"En la pequeña historia de mi alma", dice Nishitani y pienso en cada uno, en Van Gogh, claro; y en la historia de la suya. Los olivares me han atravesado, me hicieron volar hasta la realidad, extrayéndome de ella.
Ir a ninguna parte es un viaje maravilloso. Al sur de Francia o al siguiente autorretrato, pequeña historia de mi alma, con tantos hitos como pentimientos.
¿Qué cambia, en realidad, su muerte? Creo que nada, aunque aproximarse a las obras de julio de 1890, cuando se disparó, te llena de una carga extra de compasión. Porque sufrir es también un color, que niega la Academia. Explicar a Van Gogh fuera de su genio, de su rareza, de su patología tan traída y llevada, convierte su mirada en verdadero reto. Si los árboles hablan, y él los pinta como vida casi hirviendo, ¿por qué tanta soledad?

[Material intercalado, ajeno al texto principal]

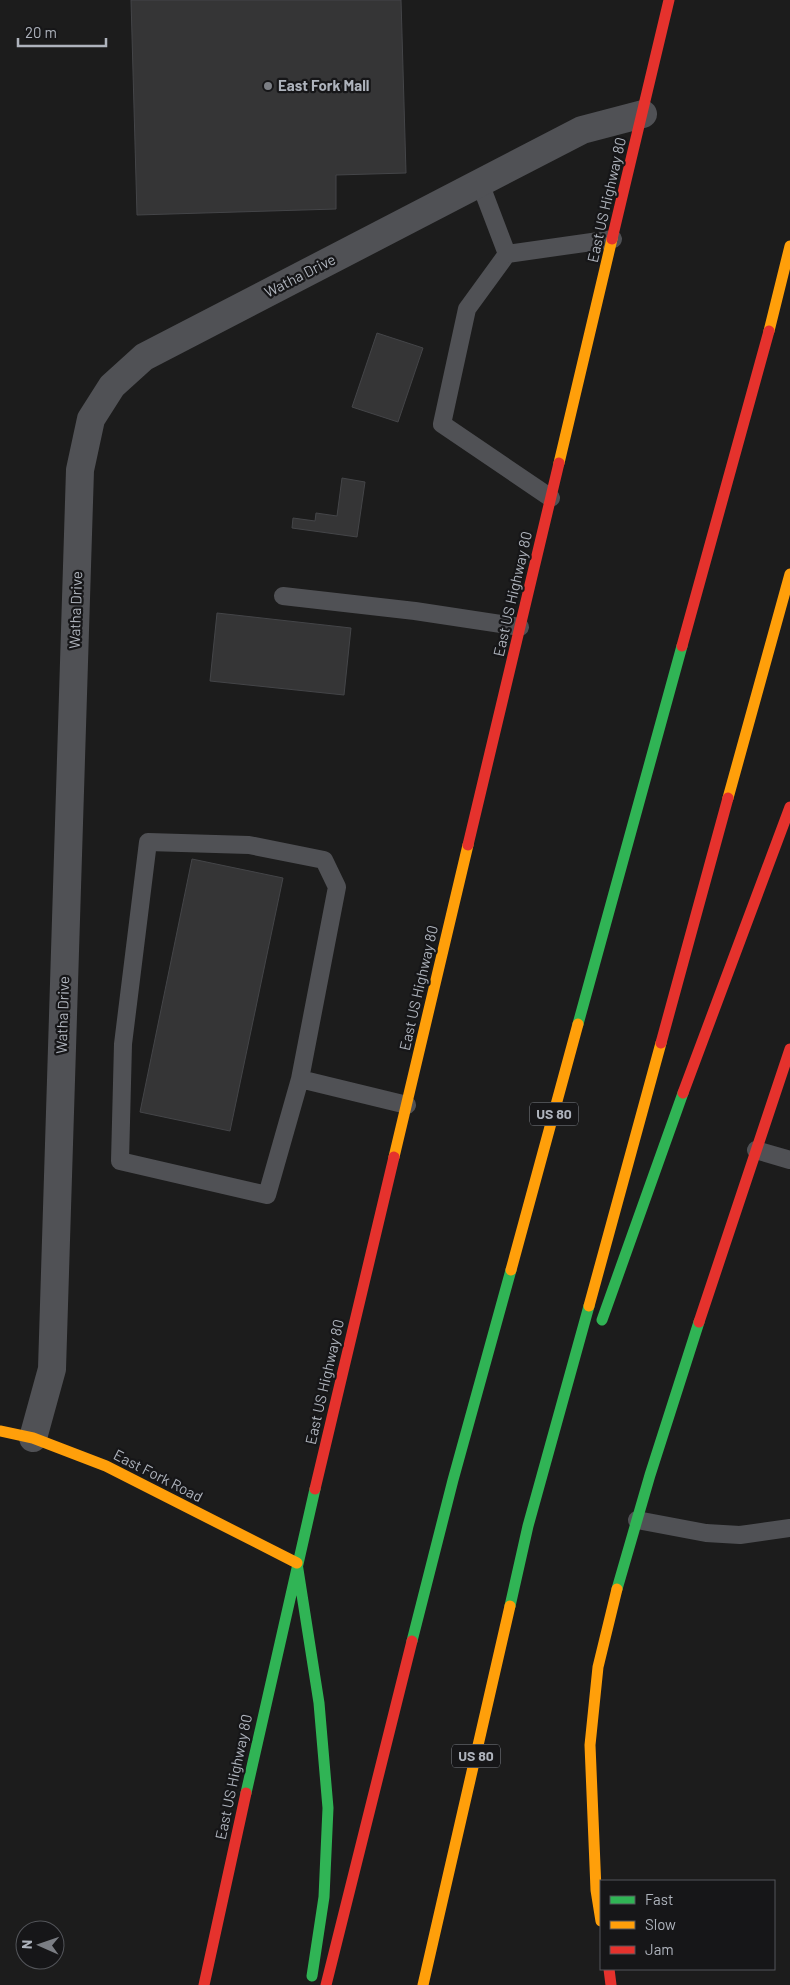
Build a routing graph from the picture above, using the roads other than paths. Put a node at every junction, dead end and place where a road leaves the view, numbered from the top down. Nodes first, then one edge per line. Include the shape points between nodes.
1 (669, 0) edge
2 (643, 114) junction
3 (480, 183) junction
4 (613, 238) junction
5 (790, 246) edge
6 (508, 254) junction
7 (551, 498) junction
8 (790, 574) edge
9 (283, 596) dead end
10 (520, 626) junction
11 (790, 807) edge
12 (790, 1049) edge
13 (300, 1079) junction
14 (406, 1105) junction
15 (756, 1150) junction
16 (790, 1160) edge
17 (598, 1331) dead end
18 (582, 1377) dead end
19 (0, 1431) edge
20 (33, 1438) junction
21 (637, 1520) junction
22 (528, 1526) junction
23 (790, 1528) edge
24 (297, 1563) junction
25 (600, 1915) edge
26 (609, 1970) edge
27 (204, 1985) edge
28 (311, 1985) edge
29 (326, 1985) edge
30 (423, 1985) edge
31 (611, 1985) edge

1 - 2 main road, East US Highway 80
2 - 3 street, Watha Drive via 582,130
2 - 4 main road, East US Highway 80
3 - 6 lane
3 - 20 street, Watha Drive via 144,357 112,386 91,419 80,470 52,1369
4 - 6 lane
4 - 7 main road, East US Highway 80
5 - 29 main road, US 80 via 453,1480
6 - 7 lane via 468,309 442,424
7 - 10 main road, East US Highway 80
8 - 22 main road, US 80
9 - 10 lane
10 - 14 main road, East US Highway 80
11 - 17 main road via 714,1005
12 - 15 main road
13 - 13 lane via 267,1194 120,1161 123,1044 148,842 249,846 324,860 338,887
13 - 14 lane
14 - 24 main road, East US Highway 80
15 - 16 lane
15 - 21 main road
18 - 22 main road
19 - 20 main road, East Fork Road
20 - 24 main road, East Fork Road via 106,1466
21 - 23 lane via 706,1534 740,1535
21 - 25 main road via 598,1667 590,1746 596,1890
22 - 30 main road, US 80
24 - 27 main road, East US Highway 80
24 - 28 main road via 319,1703 328,1808 324,1897
26 - 31 main road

Árbol caído el pintor también, hablando su color, sus trazos, sus trozos, para que despertemos. ¿Qué dicen los árboles? Que todo es vida y toda vida es muerte, que el camino arriba -cielo que azul arde- y el camino abajo -la yerba, los troncos, la irrealidad del suelo como límite a la luz- son uno sólo y el mismo.
La realidad, ¿cómo se pinta, cómo se escribe? Tal vez algo borrándonos, un paso a cada paso, tal vez con algo exótico, ajeno, o alguien que llevamos de la mano. Tal vez callando para lanzar piedras como palabras a un agua que intuimos, que muy pocos conocen; que muy pocos se convencen de que existe.
Ni el que tira.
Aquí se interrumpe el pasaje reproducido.